» Instructions to follow
Starting from the first line, transcribe the whole listing exactly.

» Material provided
################
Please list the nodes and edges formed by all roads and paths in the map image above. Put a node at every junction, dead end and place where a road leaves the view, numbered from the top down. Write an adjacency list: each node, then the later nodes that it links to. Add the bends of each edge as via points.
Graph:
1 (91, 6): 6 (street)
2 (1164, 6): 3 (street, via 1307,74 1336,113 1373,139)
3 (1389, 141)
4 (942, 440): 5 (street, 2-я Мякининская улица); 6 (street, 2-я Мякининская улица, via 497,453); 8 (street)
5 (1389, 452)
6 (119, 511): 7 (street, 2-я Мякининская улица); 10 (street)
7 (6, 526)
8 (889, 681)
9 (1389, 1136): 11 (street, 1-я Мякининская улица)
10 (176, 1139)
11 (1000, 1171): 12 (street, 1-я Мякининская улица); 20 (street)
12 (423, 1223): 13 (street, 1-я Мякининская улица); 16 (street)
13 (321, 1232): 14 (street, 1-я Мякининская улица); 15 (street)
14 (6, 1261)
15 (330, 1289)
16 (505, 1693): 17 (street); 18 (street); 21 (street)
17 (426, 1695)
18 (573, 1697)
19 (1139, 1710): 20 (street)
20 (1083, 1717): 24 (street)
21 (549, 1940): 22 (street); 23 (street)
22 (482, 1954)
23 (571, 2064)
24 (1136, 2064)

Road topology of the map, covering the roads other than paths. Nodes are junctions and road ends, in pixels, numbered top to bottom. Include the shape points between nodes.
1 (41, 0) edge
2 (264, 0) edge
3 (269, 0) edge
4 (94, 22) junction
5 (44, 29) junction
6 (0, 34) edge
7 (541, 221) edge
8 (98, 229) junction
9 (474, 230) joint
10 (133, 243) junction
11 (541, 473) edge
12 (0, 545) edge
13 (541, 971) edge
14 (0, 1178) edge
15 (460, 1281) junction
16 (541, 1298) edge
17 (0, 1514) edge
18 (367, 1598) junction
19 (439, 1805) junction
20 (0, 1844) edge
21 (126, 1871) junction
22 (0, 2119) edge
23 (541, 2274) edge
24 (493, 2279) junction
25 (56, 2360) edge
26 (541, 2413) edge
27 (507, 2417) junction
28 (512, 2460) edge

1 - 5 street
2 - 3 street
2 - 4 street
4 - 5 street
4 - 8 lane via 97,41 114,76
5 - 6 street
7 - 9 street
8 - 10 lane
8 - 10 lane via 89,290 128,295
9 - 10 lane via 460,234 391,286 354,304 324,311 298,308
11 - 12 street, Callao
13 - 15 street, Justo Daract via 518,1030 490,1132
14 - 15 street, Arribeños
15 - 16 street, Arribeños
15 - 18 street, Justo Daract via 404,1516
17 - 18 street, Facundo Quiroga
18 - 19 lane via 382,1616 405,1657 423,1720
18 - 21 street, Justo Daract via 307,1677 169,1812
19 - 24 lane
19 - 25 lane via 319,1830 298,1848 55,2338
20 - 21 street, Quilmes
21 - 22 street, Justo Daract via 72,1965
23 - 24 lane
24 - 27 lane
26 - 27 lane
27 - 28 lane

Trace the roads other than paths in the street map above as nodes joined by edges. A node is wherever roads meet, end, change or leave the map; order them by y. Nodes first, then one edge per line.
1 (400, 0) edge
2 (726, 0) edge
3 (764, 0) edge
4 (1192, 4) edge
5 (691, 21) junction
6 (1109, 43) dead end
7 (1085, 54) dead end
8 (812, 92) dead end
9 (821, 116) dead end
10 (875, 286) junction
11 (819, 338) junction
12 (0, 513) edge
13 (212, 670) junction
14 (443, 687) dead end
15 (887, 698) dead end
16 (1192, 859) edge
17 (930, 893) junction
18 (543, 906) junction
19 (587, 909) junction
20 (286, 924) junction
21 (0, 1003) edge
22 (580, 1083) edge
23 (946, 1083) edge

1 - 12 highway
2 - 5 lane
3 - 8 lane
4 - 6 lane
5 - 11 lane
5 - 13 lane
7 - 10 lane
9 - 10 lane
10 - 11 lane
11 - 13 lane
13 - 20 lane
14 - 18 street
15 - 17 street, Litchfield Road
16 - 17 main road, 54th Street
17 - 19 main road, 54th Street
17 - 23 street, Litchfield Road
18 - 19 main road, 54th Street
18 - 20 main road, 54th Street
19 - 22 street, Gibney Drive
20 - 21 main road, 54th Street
################
» Solution
Please list the nodes and edges formed by all roads and paths in the map image above. Put a node at every junction, dead end and place where a road leaves the view, numbered from the top down. Write an adjacency list: each node, then the later nodes that it links to. Add the bends of each edge as via points.
Graph:
1 (91, 6): 6 (street)
2 (1164, 6): 3 (street, via 1307,74 1336,113 1373,139)
3 (1389, 141)
4 (942, 440): 5 (street, 2-я Мякининская улица); 6 (street, 2-я Мякининская улица, via 497,453); 8 (street)
5 (1389, 452)
6 (119, 511): 7 (street, 2-я Мякининская улица); 10 (street)
7 (6, 526)
8 (889, 681)
9 (1389, 1136): 11 (street, 1-я Мякининская улица)
10 (176, 1139)
11 (1000, 1171): 12 (street, 1-я Мякининская улица); 20 (street)
12 (423, 1223): 13 (street, 1-я Мякининская улица); 16 (street)
13 (321, 1232): 14 (street, 1-я Мякининская улица); 15 (street)
14 (6, 1261)
15 (330, 1289)
16 (505, 1693): 17 (street); 18 (street); 21 (street)
17 (426, 1695)
18 (573, 1697)
19 (1139, 1710): 20 (street)
20 (1083, 1717): 24 (street)
21 (549, 1940): 22 (street); 23 (street)
22 (482, 1954)
23 (571, 2064)
24 (1136, 2064)

Road topology of the map, covering the roads other than paths. Nodes are junctions and road ends, in pixels, numbered top to bottom. Include the shape points between nodes.
1 (41, 0) edge
2 (264, 0) edge
3 (269, 0) edge
4 (94, 22) junction
5 (44, 29) junction
6 (0, 34) edge
7 (541, 221) edge
8 (98, 229) junction
9 (474, 230) joint
10 (133, 243) junction
11 (541, 473) edge
12 (0, 545) edge
13 (541, 971) edge
14 (0, 1178) edge
15 (460, 1281) junction
16 (541, 1298) edge
17 (0, 1514) edge
18 (367, 1598) junction
19 (439, 1805) junction
20 (0, 1844) edge
21 (126, 1871) junction
22 (0, 2119) edge
23 (541, 2274) edge
24 (493, 2279) junction
25 (56, 2360) edge
26 (541, 2413) edge
27 (507, 2417) junction
28 (512, 2460) edge

1 - 5 street
2 - 3 street
2 - 4 street
4 - 5 street
4 - 8 lane via 97,41 114,76
5 - 6 street
7 - 9 street
8 - 10 lane
8 - 10 lane via 89,290 128,295
9 - 10 lane via 460,234 391,286 354,304 324,311 298,308
11 - 12 street, Callao
13 - 15 street, Justo Daract via 518,1030 490,1132
14 - 15 street, Arribeños
15 - 16 street, Arribeños
15 - 18 street, Justo Daract via 404,1516
17 - 18 street, Facundo Quiroga
18 - 19 lane via 382,1616 405,1657 423,1720
18 - 21 street, Justo Daract via 307,1677 169,1812
19 - 24 lane
19 - 25 lane via 319,1830 298,1848 55,2338
20 - 21 street, Quilmes
21 - 22 street, Justo Daract via 72,1965
23 - 24 lane
24 - 27 lane
26 - 27 lane
27 - 28 lane

Trace the roads other than paths in the street map above as nodes joined by edges. A node is wherever roads meet, end, change or leave the map; order them by y. Nodes first, then one edge per line.
1 (400, 0) edge
2 (726, 0) edge
3 (764, 0) edge
4 (1192, 4) edge
5 (691, 21) junction
6 (1109, 43) dead end
7 (1085, 54) dead end
8 (812, 92) dead end
9 (821, 116) dead end
10 (875, 286) junction
11 (819, 338) junction
12 (0, 513) edge
13 (212, 670) junction
14 (443, 687) dead end
15 (887, 698) dead end
16 (1192, 859) edge
17 (930, 893) junction
18 (543, 906) junction
19 (587, 909) junction
20 (286, 924) junction
21 (0, 1003) edge
22 (580, 1083) edge
23 (946, 1083) edge

1 - 12 highway
2 - 5 lane
3 - 8 lane
4 - 6 lane
5 - 11 lane
5 - 13 lane
7 - 10 lane
9 - 10 lane
10 - 11 lane
11 - 13 lane
13 - 20 lane
14 - 18 street
15 - 17 street, Litchfield Road
16 - 17 main road, 54th Street
17 - 19 main road, 54th Street
17 - 23 street, Litchfield Road
18 - 19 main road, 54th Street
18 - 20 main road, 54th Street
19 - 22 street, Gibney Drive
20 - 21 main road, 54th Street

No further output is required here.